Les consultations ministérielles vont se poursuivre jusqu’à ce que les Parties parviennent à un consensus sur les projets de texte en suspens, au premier rang desquels celui sur le bilan mondial (Global Stocktake) et l’objectif mondial sur l’adaptation.
Le Président pourrait convoquera une plénière informelle pour faire le point dans la journée mais étant donné qu’il ne l’a pas fait hier (lundi 11 déc.), rien n’est moins sûr.
Sous réserve que les négociations politiques soient bouclées, la Présidence émiratie de la Conférence convoquera ensuite la deuxième partie des plénières de clôture, d’abord de la COP-28, puis de la CMP-18 (une fois la plénière de la COP-28 terminée), et de la CMA-5 (une fois celle de la CMP-18 terminée) pour poursuivre l’adoption formelle de l’ensemble des décisions.
Une fois la plénière de la CMA-5 terminée, le Président de la Conférence convoquera la session de clôture.

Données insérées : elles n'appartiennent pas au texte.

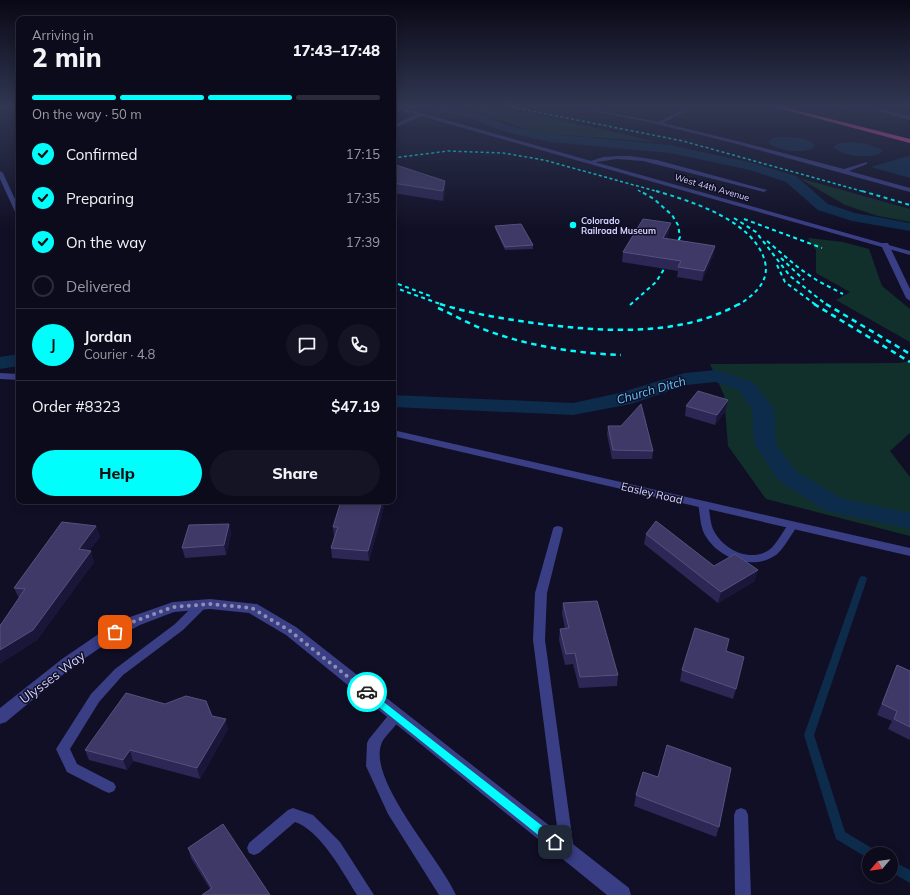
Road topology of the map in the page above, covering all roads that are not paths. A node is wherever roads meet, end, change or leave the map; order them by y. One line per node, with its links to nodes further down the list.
1 (537, 147): 3 (street, West 44th Avenue)
2 (756, 147): 5 (lane)
3 (590, 162): 7 (lane); 10 (street, West 44th Avenue)
4 (865, 164): 5 (lane)
5 (844, 171): 8 (lane)
6 (0, 173): 9 (lane)
7 (764, 190)
8 (910, 190)
9 (16, 208)
10 (885, 245): 11 (street, West 44th Avenue); 12 (street)
11 (910, 253)
12 (910, 298)
13 (0, 376): 14 (street)
14 (16, 377)
15 (396, 435): 16 (street, Easley Road)
16 (703, 504): 17 (street, Easley Road); 17 (lane)
17 (793, 525): 19 (street, Easley Road)
18 (558, 530): 26 (lane)
19 (910, 552)
20 (201, 605): 21 (street, Ulysses Way); 22 (street, Ulysses Way); 23 (lane)
21 (396, 716): 26 (street, Ulysses Way); 28 (lane)
22 (0, 717)
23 (109, 787)
24 (741, 815): 30 (lane)
25 (254, 848): 27 (lane)
26 (568, 852): 29 (street, Ulysses Way)
27 (366, 895)
28 (448, 895)
29 (622, 895)
30 (743, 895)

Réactions à la nouvelle version du projet de texte sur le bilan mondial (version du 11/12/2023 @ 16h30, 21 pages) élaborée par le Président de la COP-28
Cette 3e version du projet de texte sur le bilan mondial (Global Stocktake), élaborée par le Président de la COP-28, est destinée à devenir LE résultat principal, la pièce maîtresse, de la COP-28 dans une version finale encore à venir. Pour rappel, les deux versions précédentes du projet de texte avaient été élaborées par les co-Présidents du groupe de contact conjoint SBSTA/SBI (version du 8 déc. @15h30 et version du 5 déc. @05h00). Hier le 11 décembre dans l’après-midi et dans la soirée, cette 3e version a déclenché un déferlement rapide de critiques de la part de plusieurs pays, d’ONG, d’experts, de scientifiques et de la société civile. En particulier, ils reprochent au Président de la COP-28 de ne pas avoir pris en compte leurs exigences en matière d’ambition, surtout à l’égard de la sortie des énergies fossiles et du financement climat. Cette nouvelle version du projet de texte a été vivement critiquée notamment par l’UE, l’Allemagne, l’Espagne, les Etats-Unis, le Président de la COP-26 (Alok Sharma), l’alliance des petits Etats insulaires, les pays les moins avancés, ainsi que par le groupe de négociation « Ombrelle » (Umbrella Group qui compte parmi ses membres l’Australie, le Japon, le Canada et la Norvège). Quoi qu’il en soit, il était hors de question pour une majorité de Parties que les négociations reprennent sur la base de cette 3e version du projet de texte. Au petit matin du 12 décembre, les chefs de délégation se sont réunies. Une 4e version devrait tomber dans la journée, la pression sur le Président de la COP-28 étant très forte : sa réputation et celle des Emirats arabes unis sont directement en jeu. La Présidence émiratie de la COP-28 travaille en ce moment à une nouvelle version sur la base des lignes rouges exprimées hier (lundi 11 déc. 2023) par les Parties ayant rejeté la 3e version. Selon l’Energy and Climate Intelligence Unit (ECIU), si la 4e version ressemble à la 3e, il faut s’attendre à « un feu d’artifice, voire un effondrement des négociations à la Conférence, si le résultat proposé ne se rapprochait toujours pas de la science démontrée par l’ONU, l’AIE , le Giec et d’autres » (source : ECIU, COP28 Daily update du 12 déc. 2023).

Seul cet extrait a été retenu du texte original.